Hey. A huge number of articles have been written about why electronics cannot be wetted. Many of them repeat the common truth known to the majority that if an electronic device is wet, then it cannot be turned on, but must be disconnected from the power supply and dried. The main horror story in this case is the corrosion of internal elements.
But, in fact, corrosion is different. If your phone falls into water and gets wet, and you decide to turn it on, the phone is most likely to die from electrocorrosion, which is insidious in that it happens quickly and often causes deep damage. Therefore, apart from the recommendation not to turn it on, experts recommend disassembling the device and disconnecting the battery as soon as possible.
It turns out that if a phone with a collapsible body falls into water, the chances are much greater than that of its non-separable counterpart – there is a chance that the battery will fly off when it falls, which means that the power supply to the board will stop.
But this is all theory, known to almost every electronics user. Today I propose to once again look inside the phone and, in contrast to dry words and boring photographs, in practice to get acquainted with what electrocorrosion is and how it looks.
Today we will see in real time, with our own eyes, what processes are taking place inside a sinking phone.
But before that, it should be understood that even if the phone fell into the water in the off state, this does not mean that nothing will happen to it.
The test board will be the Samsung Galaxy S3.
The board on which the components are located is a multilayer sandwich consisting of various materials, including metal conductive tracks pressed between layers of PCB and glue.
When the device is in a humid environment for a long time, water begins to penetrate between the layers of the board, damaging it. The deeper the water penetrates between the layers, the more unpredictable the further fate of the device will be. If you do not take action, the board will simply rot, alas.
That is why craftsmen almost never give guarantees for recessed phones. A drowned man, even recovered, can finally stop working at any time, even after a competent recovery.

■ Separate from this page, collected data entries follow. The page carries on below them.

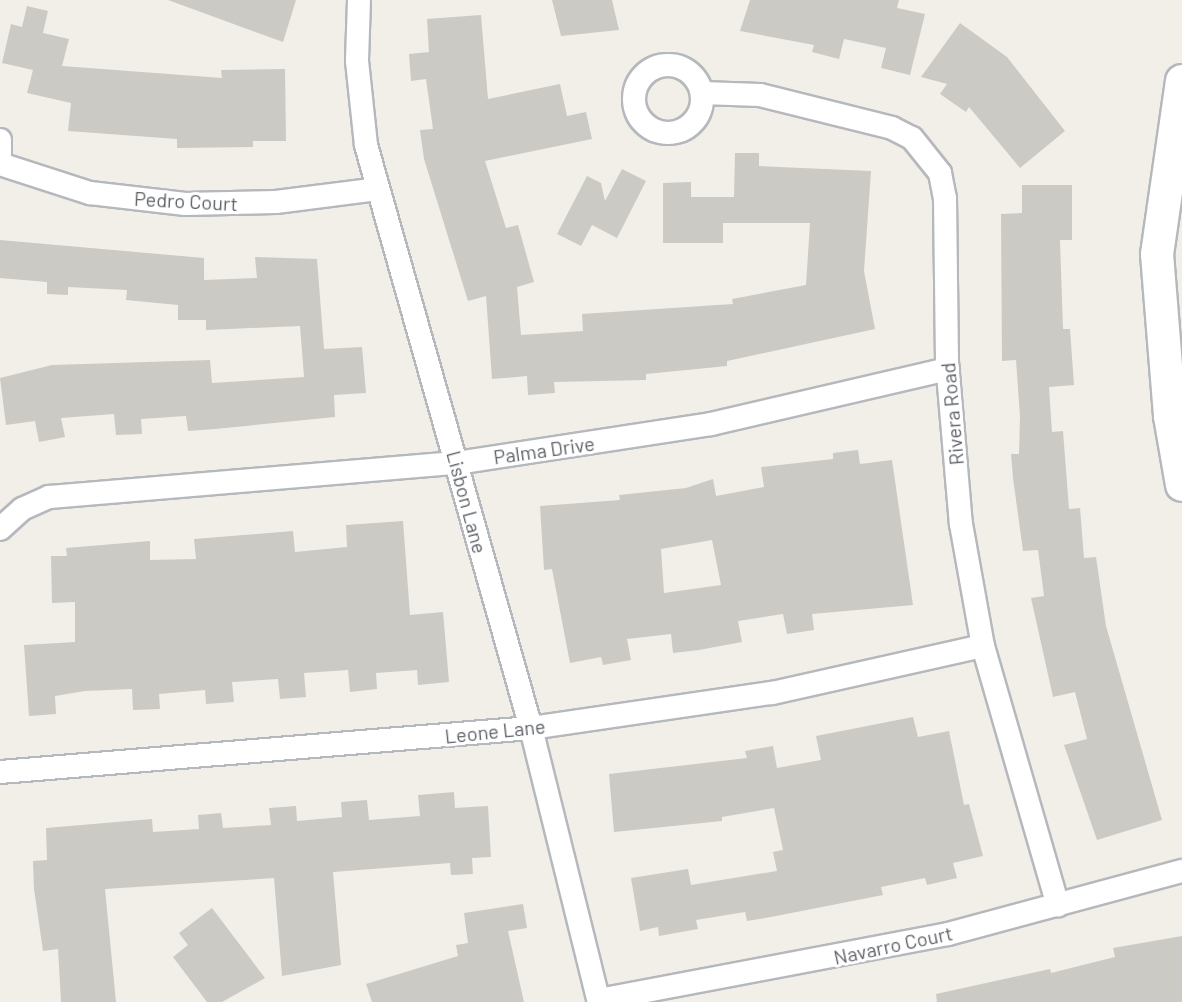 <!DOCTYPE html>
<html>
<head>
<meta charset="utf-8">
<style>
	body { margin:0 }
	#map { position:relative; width:1182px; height:1002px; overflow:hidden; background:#f1efe8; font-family:Barlow,sans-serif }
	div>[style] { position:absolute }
	.building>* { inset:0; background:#cccac5 }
	.roads { filter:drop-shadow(2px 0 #b5b8bc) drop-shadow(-2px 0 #b5b8bc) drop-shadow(0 2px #b5b8bc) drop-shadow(0 -2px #b5b8bc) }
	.street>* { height:22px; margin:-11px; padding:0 11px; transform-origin:11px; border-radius:11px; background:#fff }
	.street>.ring { margin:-11px; padding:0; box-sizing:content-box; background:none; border:22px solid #fff; border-radius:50% }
	.secondary>* { height:32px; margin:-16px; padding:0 16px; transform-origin:16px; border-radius:16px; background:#fff }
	span { translate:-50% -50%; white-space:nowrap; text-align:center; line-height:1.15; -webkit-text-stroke:6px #fff; paint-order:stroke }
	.street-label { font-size:20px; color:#5f6368 }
</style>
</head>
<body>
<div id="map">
	<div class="building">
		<i style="clip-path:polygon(168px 0,296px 0,283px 42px)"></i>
		<i style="clip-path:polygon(552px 0,612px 0,619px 30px,561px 36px)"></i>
		<i style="clip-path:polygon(750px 0,899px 0,897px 8px,925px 14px,910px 75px,881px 68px,886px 48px,844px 39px,839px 59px,812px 52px,814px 45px,740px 31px)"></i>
		<i style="clip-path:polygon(27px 6px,48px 11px,43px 33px,69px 39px,62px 66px,222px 78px,221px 70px,285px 69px,286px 141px,253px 141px,253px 147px,177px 148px,177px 139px,68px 131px,71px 103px,27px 93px,33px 70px,2px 63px,11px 24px,22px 27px)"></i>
		<i style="clip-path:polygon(481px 15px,488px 99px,560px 84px,567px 116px,586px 112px,592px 139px,485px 161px,506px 228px,518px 225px,534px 282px,517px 287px,521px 335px,583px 331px,582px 314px,733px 304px,732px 299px,806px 285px,810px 223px,723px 223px,723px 243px,663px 243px,663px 183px,691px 182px,691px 197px,734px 197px,735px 153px,759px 153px,759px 166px,871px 171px,864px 271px,875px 329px,727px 361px,727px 366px,646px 374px,646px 380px,554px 382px,555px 393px,528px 395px,527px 376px,492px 379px,486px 296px,468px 301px,424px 159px,420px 130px,433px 129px,426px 79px,411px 81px,409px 54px,429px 52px,427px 19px)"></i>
		<i style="clip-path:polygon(960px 23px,1007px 57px,1065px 131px,1020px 168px,969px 107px,966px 112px,940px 94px,947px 84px,921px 77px)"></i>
		<i style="clip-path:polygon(622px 169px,646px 181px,617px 238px,592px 225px,581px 246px,557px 234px,587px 176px,601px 183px,605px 201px)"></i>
		<i style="clip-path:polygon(1022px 185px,1072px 185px,1072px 240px,1060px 240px,1063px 329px,1070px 329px,1074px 385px,1049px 387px,1052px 432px,1063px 431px,1069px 509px,1080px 508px,1084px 558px,1096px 557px,1106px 626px,1162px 820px,1097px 840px,1064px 745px,1087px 739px,1075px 692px,1053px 697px,1031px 598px,1044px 596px,1038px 550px,1023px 551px,1013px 478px,1011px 454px,1019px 454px,1020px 417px,1016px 360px,1002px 361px,1001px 214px,1022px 213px)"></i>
		<i style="clip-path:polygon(0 240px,204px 258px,204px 280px,257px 278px,255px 257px,317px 259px,324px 349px,362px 347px,366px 393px,334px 395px,335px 417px,215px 429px,188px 431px,186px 416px,141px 419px,142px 434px,116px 435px,114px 414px,61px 418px,65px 437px,39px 442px,35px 421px,6px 425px,0 378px,52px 365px,210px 360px,212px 383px,304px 377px,300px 326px,206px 330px,206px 320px,178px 320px,178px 305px,126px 300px,127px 290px,68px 287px,68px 295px,47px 294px,47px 282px,0 278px)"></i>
		<i style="clip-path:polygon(evenodd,858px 450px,860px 464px,892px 460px,913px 605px,812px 614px,814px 630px,787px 634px,783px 614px,738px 621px,742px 642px,699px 650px,673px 653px,671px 634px,627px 639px,631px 660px,603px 665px,601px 657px,570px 663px,552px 569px,544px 570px,540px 506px,620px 500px,619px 495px,686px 488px,713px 479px,716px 496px,764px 487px,761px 467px,833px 459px,833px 453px,858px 450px,712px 540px,721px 585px,664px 593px,661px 549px,712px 540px)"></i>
		<i style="clip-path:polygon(403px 521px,410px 615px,443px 612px,449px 682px,418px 685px,417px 670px,376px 673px,377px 689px,350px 692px,348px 670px,304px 673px,306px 697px,280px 699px,278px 679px,232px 682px,234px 702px,206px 704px,205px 690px,159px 694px,160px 709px,133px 710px,132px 689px,85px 691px,55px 696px,56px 714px,29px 716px,24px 645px,75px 642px,75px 602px,52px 603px,51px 556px,67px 556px,66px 548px,150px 541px,150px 560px,196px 559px,194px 539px,293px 531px,295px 552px,347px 547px,346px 525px)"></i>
		<i style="clip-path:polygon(913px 717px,918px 737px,949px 731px,964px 805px,969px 804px,983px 856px,953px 863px,957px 878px,927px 885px,925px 878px,881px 887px,883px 895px,771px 917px,747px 921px,745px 912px,696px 920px,698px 929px,659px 936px,658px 927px,640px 931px,631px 878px,688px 869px,691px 885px,777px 871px,773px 852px,783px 850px,774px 808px,722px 817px,722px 821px,614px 832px,609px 774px,747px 758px,745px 751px,773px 746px,777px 768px,821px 760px,816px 736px)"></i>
		<i style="clip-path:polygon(454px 792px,455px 808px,488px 806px,491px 857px,472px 858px,473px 874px,451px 875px,450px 863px,333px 872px,341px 965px,282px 976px,274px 878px,105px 889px,116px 1002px,61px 1002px,58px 949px,43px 951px,34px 889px,33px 861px,47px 860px,46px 828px,152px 819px,153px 832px,199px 829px,198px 815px,221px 813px,223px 828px,271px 825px,269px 808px,296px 806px,297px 821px,342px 817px,341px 802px,367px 800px,369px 820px,420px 816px,418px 795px)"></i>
		<i style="clip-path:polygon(523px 904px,527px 928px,508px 931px,524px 1002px,372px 1002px,366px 984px,458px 956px,456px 945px,468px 943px,464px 913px)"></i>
		<i style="clip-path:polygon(212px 908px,265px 978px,222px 1002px,207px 1002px,173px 957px,188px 945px,179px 933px)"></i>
		<i style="clip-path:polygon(1182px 936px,1182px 1002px,937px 1002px,936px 994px,1050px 969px,1051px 973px,1115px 957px,1113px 948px)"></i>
	</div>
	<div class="roads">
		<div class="street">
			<i style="left:359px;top:0;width:61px;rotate:91.9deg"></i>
			<i style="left:357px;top:61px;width:84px;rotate:83.9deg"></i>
			<i style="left:366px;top:145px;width:606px;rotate:74.2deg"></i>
			<i style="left:531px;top:728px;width:282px;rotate:76.1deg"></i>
			<i class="ring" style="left:634px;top:65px;width:46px;height:46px"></i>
			<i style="left:702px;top:93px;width:58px;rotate:2deg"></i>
			<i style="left:760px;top:95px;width:136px;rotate:14deg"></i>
			<i style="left:892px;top:128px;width:22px;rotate:27deg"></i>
			<i style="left:912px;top:138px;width:45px;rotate:51.3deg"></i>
			<i style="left:940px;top:173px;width:25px;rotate:79deg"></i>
			<i style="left:945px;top:198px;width:164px;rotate:89.3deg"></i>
			<i style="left:947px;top:362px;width:163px;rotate:85.1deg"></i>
			<i style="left:961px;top:524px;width:124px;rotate:79.8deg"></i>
			<i style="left:983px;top:646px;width:270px;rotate:73.9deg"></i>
			<i style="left:0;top:140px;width:17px;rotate:90deg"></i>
			<i style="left:0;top:164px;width:95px;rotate:17.9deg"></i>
			<i style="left:90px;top:193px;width:96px;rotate:6.6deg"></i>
			<i style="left:185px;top:204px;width:91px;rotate:-1.3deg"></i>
			<i style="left:276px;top:202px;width:102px;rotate:-7.3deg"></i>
			<i style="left:0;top:529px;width:30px;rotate:-42deg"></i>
			<i style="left:22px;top:509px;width:30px;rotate:-24deg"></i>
			<i style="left:49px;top:497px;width:409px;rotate:-4.8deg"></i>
			<i style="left:457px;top:463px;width:257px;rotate:-8.7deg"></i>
			<i style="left:711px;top:424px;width:243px;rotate:-13.1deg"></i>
			<i style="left:0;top:772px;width:533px;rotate:-4.74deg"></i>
			<i style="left:531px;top:728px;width:244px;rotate:-8.3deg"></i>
			<i style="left:772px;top:693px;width:216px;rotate:-12.6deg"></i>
			<i style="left:599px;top:1000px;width:355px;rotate:-10.7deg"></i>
			<i style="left:948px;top:934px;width:242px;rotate:-15.1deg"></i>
		</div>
		<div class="secondary">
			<i style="left:1182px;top:81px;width:175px;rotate:98.2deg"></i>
			<i style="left:1157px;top:254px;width:163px;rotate:85.4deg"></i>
			<i style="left:1170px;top:416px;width:70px;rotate:80.1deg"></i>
		</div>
	</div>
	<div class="street-label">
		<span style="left:186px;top:201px;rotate:3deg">Pedro Court</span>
		<span style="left:952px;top:414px;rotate:-95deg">Rivera Road</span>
		<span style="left:544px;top:450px;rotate:-8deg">Palma Drive</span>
		<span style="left:467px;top:502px;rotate:75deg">Lisbon Lane</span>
		<span style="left:495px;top:731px;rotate:-6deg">Leone Lane</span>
		<span style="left:893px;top:945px;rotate:-12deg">Navarro Court</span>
	</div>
</div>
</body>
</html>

And now, as the host of the Russian version of the show 'Galileo' Alexander Pushnoy said: 'Eeeperiments!'
I repeat, water itself, which has got inside the phone for a short period of time, can practically not cause damage if the phone is switched off at that moment and its battery is disconnected. Moreover, if it is distilled water, then there may be no damage at all (the problems are caused not by H2O itself, but by salts, minerals and metals dissolved in it). But enough words – let's see what happens to the board when the phone is turned off when water gets on it.
The link can be used to watch the video in original quality: 'Water and telephone without tension'.
In this case, I decided to show the importance of disconnecting the battery and wet the switched off phone, but did not disconnect the battery. As you can see, nothing terrible happened. Yes, even in this case, slight traces of corrosion are noticeable, since even with a switched off phone, there is an electric current in the circuits – there are a lot of processes, the operability of which is maintained even in the off state.
After that, let's clean the board from moisture and take a look at the damage. They are not noticeable. This does not mean that they are absent, but there is definitely no critical damage.
The thesis about the importance of turning off a wet phone is partially confirmed – corrosion does not develop rapidly, and there are very high chances either to save the device, getting off with little blood, or to do without any consequences at all.
Now let's proceed to the second part of the execution of our poor fellow Samsung Galaxy S3.
We wet the board and apply voltage!
The link can be used to watch the video in original quality: 'Live board and water'.
Note the boiling process around energized electronic components. This is electrocorrosion in person. This process is happening rapidly. The more often you try to turn on a wet and not dried device, the more damage you inflict on it and the less chance of recovery you leave.
Gradually, oxides will become stronger, and corrosion will penetrate deeper and deeper. Sooner or later, this will lead to the fact that the board will receive irreversible damage due to short circuits, and repairs will be inappropriate. And yet, some important elements may simply not withstand such bullying and burn out (which most often happens). Do not turn on a wet phone.
Many times, reading about how to deal with a wet phone, I understood why this should be done, since I repeatedly faced the consequences – I often had to restore phones after getting wet. However, the process of electrocorrosion itself has never been observed. A search on the Internet did not give any result either. This is what prompted me to inhuman experiments on a smartphone. Well, the goal has been achieved, electrocorrosion is caught red-handed. But this is just the beginning. There is still a lot of experiments and discoveries ahead.